(Named joint coordinates)
________________________

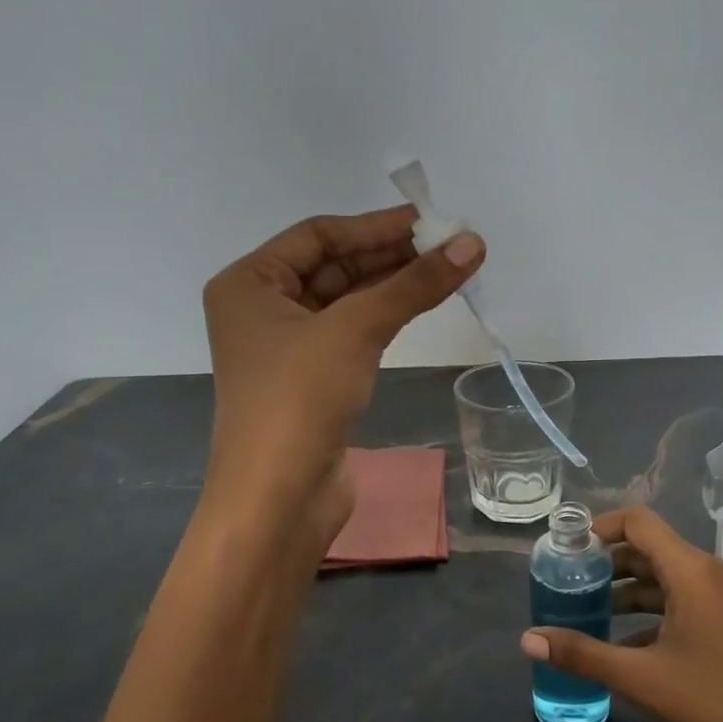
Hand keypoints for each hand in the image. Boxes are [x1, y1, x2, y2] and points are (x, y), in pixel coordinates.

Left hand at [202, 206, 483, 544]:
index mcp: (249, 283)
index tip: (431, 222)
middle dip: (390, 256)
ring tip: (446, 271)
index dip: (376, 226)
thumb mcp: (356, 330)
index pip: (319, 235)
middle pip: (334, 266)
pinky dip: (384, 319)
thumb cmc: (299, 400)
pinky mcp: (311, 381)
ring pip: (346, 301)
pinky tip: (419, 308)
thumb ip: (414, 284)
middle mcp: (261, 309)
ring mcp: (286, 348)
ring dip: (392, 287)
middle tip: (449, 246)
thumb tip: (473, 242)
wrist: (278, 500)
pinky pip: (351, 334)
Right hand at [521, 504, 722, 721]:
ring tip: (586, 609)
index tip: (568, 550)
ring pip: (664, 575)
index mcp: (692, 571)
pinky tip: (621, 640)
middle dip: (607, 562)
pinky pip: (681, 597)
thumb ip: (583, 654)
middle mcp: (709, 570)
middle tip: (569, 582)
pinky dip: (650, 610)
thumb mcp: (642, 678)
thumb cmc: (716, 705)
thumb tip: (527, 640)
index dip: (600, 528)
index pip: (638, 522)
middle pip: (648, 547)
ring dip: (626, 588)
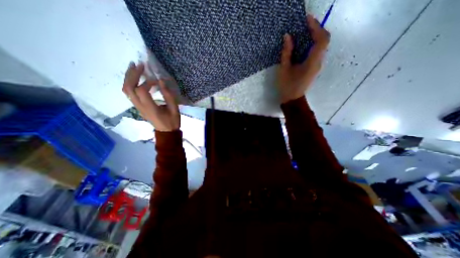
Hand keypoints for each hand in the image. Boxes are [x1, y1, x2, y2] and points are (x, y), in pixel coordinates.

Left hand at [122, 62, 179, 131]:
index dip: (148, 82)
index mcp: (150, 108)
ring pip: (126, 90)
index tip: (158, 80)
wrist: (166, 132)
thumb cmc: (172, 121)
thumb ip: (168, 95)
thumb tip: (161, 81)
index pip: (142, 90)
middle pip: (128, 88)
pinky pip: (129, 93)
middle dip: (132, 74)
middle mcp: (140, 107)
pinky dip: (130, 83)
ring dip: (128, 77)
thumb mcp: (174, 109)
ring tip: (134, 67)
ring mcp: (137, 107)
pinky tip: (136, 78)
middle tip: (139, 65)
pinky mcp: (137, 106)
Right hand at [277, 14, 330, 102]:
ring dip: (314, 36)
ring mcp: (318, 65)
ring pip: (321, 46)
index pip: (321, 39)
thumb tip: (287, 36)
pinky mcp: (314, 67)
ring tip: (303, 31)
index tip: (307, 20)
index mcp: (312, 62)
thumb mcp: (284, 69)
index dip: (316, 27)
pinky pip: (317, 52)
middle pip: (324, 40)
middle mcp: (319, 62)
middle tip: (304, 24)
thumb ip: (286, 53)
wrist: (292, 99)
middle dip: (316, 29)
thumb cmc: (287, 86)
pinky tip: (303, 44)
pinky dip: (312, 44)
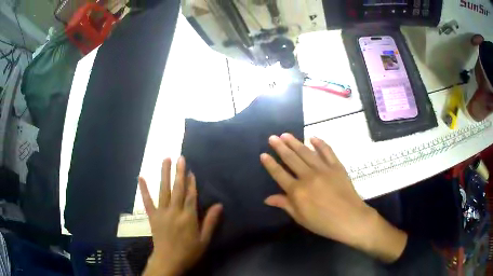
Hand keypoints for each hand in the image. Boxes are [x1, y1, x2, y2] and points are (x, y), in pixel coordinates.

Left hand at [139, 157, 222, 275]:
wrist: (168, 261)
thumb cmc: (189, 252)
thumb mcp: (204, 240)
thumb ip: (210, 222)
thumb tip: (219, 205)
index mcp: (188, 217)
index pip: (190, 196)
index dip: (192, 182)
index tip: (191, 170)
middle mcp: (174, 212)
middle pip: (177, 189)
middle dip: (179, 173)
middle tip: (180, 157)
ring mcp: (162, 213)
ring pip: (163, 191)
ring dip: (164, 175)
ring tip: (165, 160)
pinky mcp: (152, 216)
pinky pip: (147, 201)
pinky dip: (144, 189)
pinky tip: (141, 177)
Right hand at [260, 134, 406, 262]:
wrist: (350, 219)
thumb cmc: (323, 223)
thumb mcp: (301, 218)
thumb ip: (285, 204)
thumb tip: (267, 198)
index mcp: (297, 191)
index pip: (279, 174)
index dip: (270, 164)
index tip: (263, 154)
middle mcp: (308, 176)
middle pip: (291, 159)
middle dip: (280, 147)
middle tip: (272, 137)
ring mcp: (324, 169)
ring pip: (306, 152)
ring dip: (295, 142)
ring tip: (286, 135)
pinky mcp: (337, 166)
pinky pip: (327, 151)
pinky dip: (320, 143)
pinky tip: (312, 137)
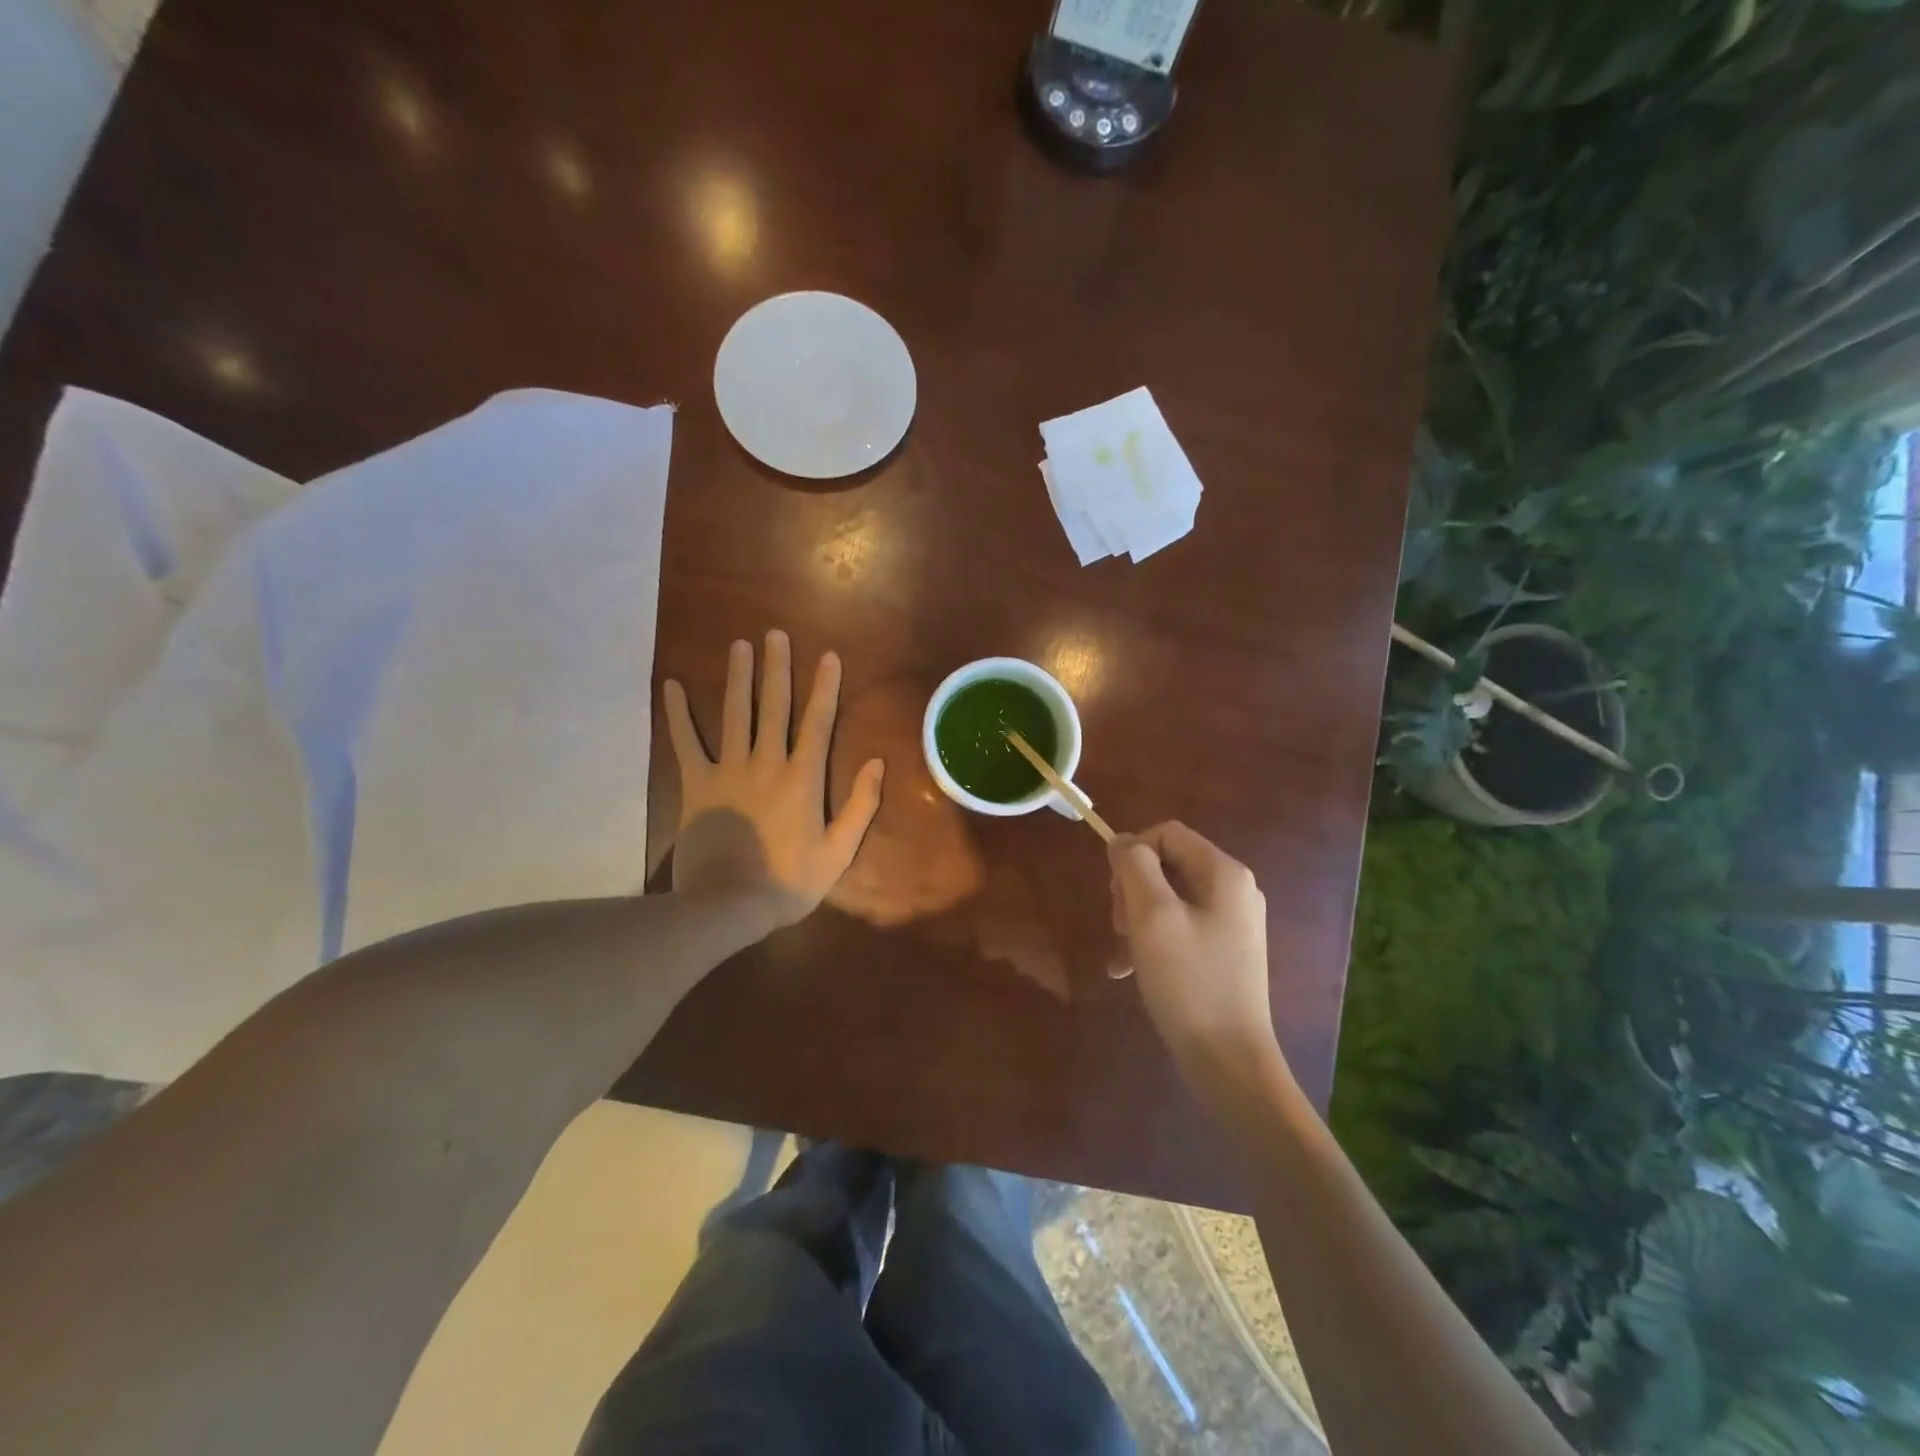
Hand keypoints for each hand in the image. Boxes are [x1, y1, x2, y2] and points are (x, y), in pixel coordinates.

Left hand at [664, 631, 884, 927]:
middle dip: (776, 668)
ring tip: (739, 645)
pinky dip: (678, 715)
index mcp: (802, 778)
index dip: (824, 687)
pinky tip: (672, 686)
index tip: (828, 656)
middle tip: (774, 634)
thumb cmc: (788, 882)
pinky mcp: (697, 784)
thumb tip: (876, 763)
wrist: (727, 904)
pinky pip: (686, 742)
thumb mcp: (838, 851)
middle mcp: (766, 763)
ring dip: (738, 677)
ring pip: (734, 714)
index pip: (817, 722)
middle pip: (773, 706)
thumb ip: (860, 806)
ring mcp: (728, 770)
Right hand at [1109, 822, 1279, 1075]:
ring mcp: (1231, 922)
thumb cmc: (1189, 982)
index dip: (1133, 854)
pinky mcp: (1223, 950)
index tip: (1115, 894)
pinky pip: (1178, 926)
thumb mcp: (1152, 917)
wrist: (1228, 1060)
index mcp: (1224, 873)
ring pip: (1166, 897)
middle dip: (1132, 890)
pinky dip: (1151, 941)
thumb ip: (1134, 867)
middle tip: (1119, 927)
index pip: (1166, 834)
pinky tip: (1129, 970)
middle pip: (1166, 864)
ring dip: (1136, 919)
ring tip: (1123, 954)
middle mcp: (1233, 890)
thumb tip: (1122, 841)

________________________

● Task to carry out:
Retype each record exactly as it stands, but do not include the pictures.

● Answer for this exercise:
Hand keypoints for each hand in the image. Boxes are [x1, y1, x2, y2] and points are (x, y), in pixel coordinates.

Left hand at [202, 206, 483, 544]:
index mcp: (249, 283)
index tip: (431, 222)
middle dip: (390, 256)
ring tip: (446, 271)
index dip: (376, 226)
thumb mcp: (356, 330)
index pip: (319, 235)
middle pip: (334, 266)
pinky dip: (384, 319)
thumb cmc: (299, 400)
pinky mcp: (311, 381)
ring pip: (346, 301)
pinky tip: (419, 308)
thumb ip: (414, 284)
middle mcp: (261, 309)
ring mcp: (286, 348)
ring dip: (392, 287)
middle tip: (449, 246)
thumb tip: (473, 242)
wrist: (278, 500)
pinky pip: (351, 334)
Right hand at [521, 504, 722, 721]:
ring tip: (586, 609)
index tip: (568, 550)
ring pip: (664, 575)
index mcp: (692, 571)
pinky tip: (621, 640)
middle dip: (607, 562)
pinky pip: (681, 597)
thumb ip: (583, 654)
middle mcp: (709, 570)
middle tip: (569, 582)
pinky dip: (650, 610)
thumb mcp: (642, 678)
thumb cmc: (716, 705)
thumb tip: (527, 640)
index dip: (600, 528)
index pip: (638, 522)
middle pip: (648, 547)
ring dip: (626, 588)
Hand keypoints for each hand in the image. Boxes are [x1, y1, x2, y2] and points are (x, y), in pixel coordinates.

Left hand at [122, 62, 179, 131]:
index dip: (148, 82)
index mcp: (150, 108)
ring pip: (126, 90)
index tip: (158, 80)
wrist: (166, 132)
thumb cmc: (172, 121)
thumb ip: (168, 95)
thumb tip: (161, 81)
index pip: (142, 90)
middle pip: (128, 88)
pinky pip: (129, 93)
middle dip: (132, 74)
middle mcp: (140, 107)
pinky dip: (130, 83)
ring dip: (128, 77)
thumb mcp: (174, 109)
ring tip: (134, 67)
ring mcp: (137, 107)
pinky tip: (136, 78)
middle tip: (139, 65)
pinky mcp: (137, 106)
Right hand at [277, 14, 330, 102]:
ring dip: (314, 36)
ring mcp: (318, 65)
ring pip: (321, 46)
index pip: (321, 39)
thumb tip: (287, 36)
pinky mcp: (314, 67)
ring tip: (303, 31)
index tip: (307, 20)
index mcp: (312, 62)
thumb mcp: (284, 69)
index dip: (316, 27)
pinky pip: (317, 52)
middle pip: (324, 40)
middle mcp: (319, 62)
middle tip: (304, 24)
thumb ip: (286, 53)
wrist: (292, 99)
middle dip: (316, 29)
thumb cmc: (287, 86)
pinky tip: (303, 44)
pinky dip: (312, 44)
Hand keypoints for each hand in the image. Boxes are [x1, y1, x2, y2] and points are (x, y), in pixel coordinates.

Left hand at [139, 157, 222, 275]:
wrist: (168, 261)
thumb cmc: (189, 252)
thumb mcp: (204, 240)
thumb ip: (210, 222)
thumb tip: (219, 205)
index mcp: (188, 217)
index pip: (190, 196)
index dip: (192, 182)
index tip: (191, 170)
middle mcp: (174, 212)
middle pip: (177, 189)
middle dip: (179, 173)
middle tip: (180, 157)
ring mcp: (162, 213)
ring pip: (163, 191)
ring dip: (164, 175)
ring tip: (165, 160)
pinky mcp: (152, 216)
pinky pip: (147, 201)
pinky dip: (144, 189)
pinky tip: (141, 177)
Right hand at [260, 134, 406, 262]:
wrist: (350, 219)
thumb cmc: (323, 223)
thumb mcp: (301, 218)
thumb ip: (285, 204)
thumb tip: (267, 198)
index mcp: (297, 191)
index pip: (279, 174)
index dip: (270, 164)
index tip: (263, 154)
middle mcp: (308, 176)
middle pip: (291, 159)
middle dip: (280, 147)
middle tip: (272, 137)
ring mcp: (324, 169)
ring pip: (306, 152)
ring dip: (295, 142)
ring tip: (286, 135)
pinky mcp: (337, 166)
pinky pip: (327, 151)
pinky dip: (320, 143)
pinky tip: (312, 137)
Hand keypoints for each hand in the image. Boxes are [x1, y1, x2, y2] and points are (x, y), in pixel coordinates.

Left hand at [664, 631, 884, 927]:
middle dip: (776, 668)
ring tip: (739, 645)
pinky dip: (678, 715)
index mcp: (802, 778)
index dip: (824, 687)
pinky tip: (672, 686)
index tip: (828, 656)
middle tip: (774, 634)
thumb cmc: (788, 882)
pinky mcp: (697, 784)
thumb tip: (876, 763)
wrist: (727, 904)
pinky pip: (686, 742)
thumb mcp: (838, 851)
middle mcp: (766, 763)
ring dip: (738, 677)
ring pip: (734, 714)
index pip: (817, 722)
middle pip: (773, 706)
thumb ip: (860, 806)
ring mcp: (728, 770)
Right hand at [1109, 822, 1279, 1075]:
ring mcp: (1231, 922)
thumb cmc: (1189, 982)
index dip: (1133, 854)
pinky mcp: (1223, 950)
index tip: (1115, 894)
pinky pip: (1178, 926)
thumb mcp: (1152, 917)
wrist: (1228, 1060)
index mcp: (1224, 873)
ring pip: (1166, 897)
middle dip: (1132, 890)
pinky dip: (1151, 941)
thumb ip: (1134, 867)
middle tip: (1119, 927)
index pip: (1166, 834)
pinky tip: (1129, 970)
middle pip: (1166, 864)
ring dip: (1136, 919)
ring tip: (1123, 954)
middle mcp: (1233, 890)
thumb tip: (1122, 841)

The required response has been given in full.